# Bias-Variance Tradeoff
Assume that we have noisy data, modeled by $f = y + \epsilon$, where $\epsilon \in \mathcal{N}(0,\sigma)$. Given an estimator $\hat{f}$, the squared error can be derived as follows:

$$
\begin{align}
\mathbb{E}\left[\left(\hat{f} - f\right)^2\right] &= \mathbb{E}\left[\hat{f}^2 - 2f\hat{f} + f^2\right]\\
&= \mathbb{E}\left[\hat{f}^2\right] + \mathbb{E}\left[f^2\right] - 2\mathbb{E}\left[f\hat{f}^2\right] \text{ By linearity of expectation} \\
\end{align}
$$
Now, by definition, $Var(x) = \mathbb{E}\left[x^2\right] - \left(\mathbb{E}\left[x\right]\right)^2$. Subsituting this definition into the eqaution above, we get:
$$
\begin{align}
\mathbb{E}\left[\hat{f}^2\right] + \mathbb{E}\left[f^2\right] - 2\mathbb{E}\left[f\hat{f}^2\right] &= Var(\hat{f}) + \left(\mathbb{E}[\hat{f}]\right)^2  + Var(f) + \left(\mathbb{E}[f]\right)^2 - 2f\mathbb{E}[\hat{F}^2] \\ 
&= Var(\hat{f}) + Var(f) + \left(\mathbb{E}[\hat{f}] - f\right)^2\\
&= \boxed{\sigma + Var(\hat{f}) + \left(\mathbb{E}[\hat{f}] - f\right)^2}
\end{align}
$$

The first term $\sigma$ is the irreducible error due to the noise in the data (from the distribution of $\epsilon$).

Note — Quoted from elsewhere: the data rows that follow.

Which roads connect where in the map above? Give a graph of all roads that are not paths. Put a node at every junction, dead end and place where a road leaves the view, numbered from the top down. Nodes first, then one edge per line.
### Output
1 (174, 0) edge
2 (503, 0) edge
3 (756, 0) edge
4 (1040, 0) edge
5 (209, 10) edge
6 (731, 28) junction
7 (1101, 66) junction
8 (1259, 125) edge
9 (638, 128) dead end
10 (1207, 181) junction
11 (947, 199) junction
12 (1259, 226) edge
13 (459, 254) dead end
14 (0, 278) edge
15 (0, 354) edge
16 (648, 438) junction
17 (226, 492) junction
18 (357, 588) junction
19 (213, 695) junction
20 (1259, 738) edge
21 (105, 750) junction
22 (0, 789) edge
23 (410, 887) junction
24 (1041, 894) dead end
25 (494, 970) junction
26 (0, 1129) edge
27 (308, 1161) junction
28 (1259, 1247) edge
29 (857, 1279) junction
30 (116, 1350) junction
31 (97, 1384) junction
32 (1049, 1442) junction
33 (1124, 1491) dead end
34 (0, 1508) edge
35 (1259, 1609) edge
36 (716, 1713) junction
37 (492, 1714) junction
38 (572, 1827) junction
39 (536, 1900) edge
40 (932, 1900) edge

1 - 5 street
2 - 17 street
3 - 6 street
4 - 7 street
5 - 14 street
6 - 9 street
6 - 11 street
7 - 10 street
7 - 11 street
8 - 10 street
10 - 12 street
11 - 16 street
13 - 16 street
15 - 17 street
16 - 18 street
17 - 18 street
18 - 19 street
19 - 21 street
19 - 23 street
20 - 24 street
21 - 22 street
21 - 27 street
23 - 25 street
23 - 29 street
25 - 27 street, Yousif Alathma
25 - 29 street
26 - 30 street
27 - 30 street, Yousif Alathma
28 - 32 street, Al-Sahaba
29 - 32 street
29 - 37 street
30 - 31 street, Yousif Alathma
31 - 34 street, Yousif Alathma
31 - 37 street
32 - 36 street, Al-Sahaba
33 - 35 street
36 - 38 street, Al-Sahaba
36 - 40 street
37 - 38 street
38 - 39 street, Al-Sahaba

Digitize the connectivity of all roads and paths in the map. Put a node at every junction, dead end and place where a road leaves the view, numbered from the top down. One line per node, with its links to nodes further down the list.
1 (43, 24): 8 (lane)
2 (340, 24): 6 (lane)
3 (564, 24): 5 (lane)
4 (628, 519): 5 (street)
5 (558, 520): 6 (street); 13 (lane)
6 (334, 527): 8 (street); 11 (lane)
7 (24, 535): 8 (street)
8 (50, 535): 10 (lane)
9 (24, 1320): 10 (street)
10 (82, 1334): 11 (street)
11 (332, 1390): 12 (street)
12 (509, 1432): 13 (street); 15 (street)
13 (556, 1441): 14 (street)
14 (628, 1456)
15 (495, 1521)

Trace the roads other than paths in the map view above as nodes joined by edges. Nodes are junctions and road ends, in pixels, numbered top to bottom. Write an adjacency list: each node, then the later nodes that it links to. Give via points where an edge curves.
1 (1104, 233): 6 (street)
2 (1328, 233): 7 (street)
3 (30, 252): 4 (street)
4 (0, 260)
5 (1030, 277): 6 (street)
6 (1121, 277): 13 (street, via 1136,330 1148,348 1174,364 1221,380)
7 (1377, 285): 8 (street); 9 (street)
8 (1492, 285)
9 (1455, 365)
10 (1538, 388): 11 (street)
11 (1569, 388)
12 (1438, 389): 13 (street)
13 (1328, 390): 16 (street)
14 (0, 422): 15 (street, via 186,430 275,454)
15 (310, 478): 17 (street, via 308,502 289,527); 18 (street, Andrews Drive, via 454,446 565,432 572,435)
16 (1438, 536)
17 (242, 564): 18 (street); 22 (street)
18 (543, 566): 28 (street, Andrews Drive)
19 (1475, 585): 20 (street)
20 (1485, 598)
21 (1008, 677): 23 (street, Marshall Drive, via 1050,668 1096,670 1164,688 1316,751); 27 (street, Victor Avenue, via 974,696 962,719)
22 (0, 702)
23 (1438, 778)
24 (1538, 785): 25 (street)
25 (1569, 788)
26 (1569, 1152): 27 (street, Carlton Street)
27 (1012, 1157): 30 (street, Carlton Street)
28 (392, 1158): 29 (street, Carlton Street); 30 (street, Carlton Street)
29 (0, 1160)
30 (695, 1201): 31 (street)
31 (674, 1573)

The second term is the **variance** of the estimator $\hat{f}$ and the final term is the **bias** of the estimator. There is an inherent tradeoff between the bias and variance of an estimator. Generally, more complex estimators (think of high-degree polynomials as an example) will have a low bias since they will fit the sampled data really well. However, this accuracy will not be maintained if we continued to resample the data, which implies that the variance of this estimator is high.  

# Activity
We will now see how the Bias and Variance of an estimator change using an SVM. Consider the dataset generated by the code below (two gaussians). We will be changing the misclassification cost and observing the resulting changes in the hyperplane that tries to separate the two clusters of points. Intuitively, we can expect that with a higher cost, i.e. more severe penalty to misclassifications, the separating hyperplane would fit the data more closely, thereby resulting in low bias. At the same time, if we resampled the data, the hyperplane would no longer be quite as accurate in separatin the points due to higher variance. We plot the bias and the variance of the estimator for a range of costs and take note of the genral trends of these values below. 

In [14]:
import numpy as np
from sklearn import svm
import matplotlib.pyplot as plt

#SVM kernel - linear, poly, rbf, etc.
kernel='rbf'

#Cost values
Cs = [1,2,5,10,20,50,100,200,500,1000]

#define data
n = 100
sub = 10
var = 2
mean = 1
mean1 = [mean, mean]
cov1 = [[2*var, 0], [0, 2*var]]
mean2 = [-mean, -mean]
cov2 = [[var,0],[0,var]]
g = 8

def plot_boundary(clf,g):
    #adapted from http://scikit-learn.org/stable/modules/svm.html
    h = 0.2
    xx, yy = np.meshgrid(np.arange(-g,g, h),np.arange(-g,g, h))    
    Z = svc.predict(np.c_[xx.ravel(), yy.ravel()])
    Z = Z.reshape(xx.shape)
    plt.contourf(xx, yy, Z, cmap=plt.cm.Paired, alpha=0.8)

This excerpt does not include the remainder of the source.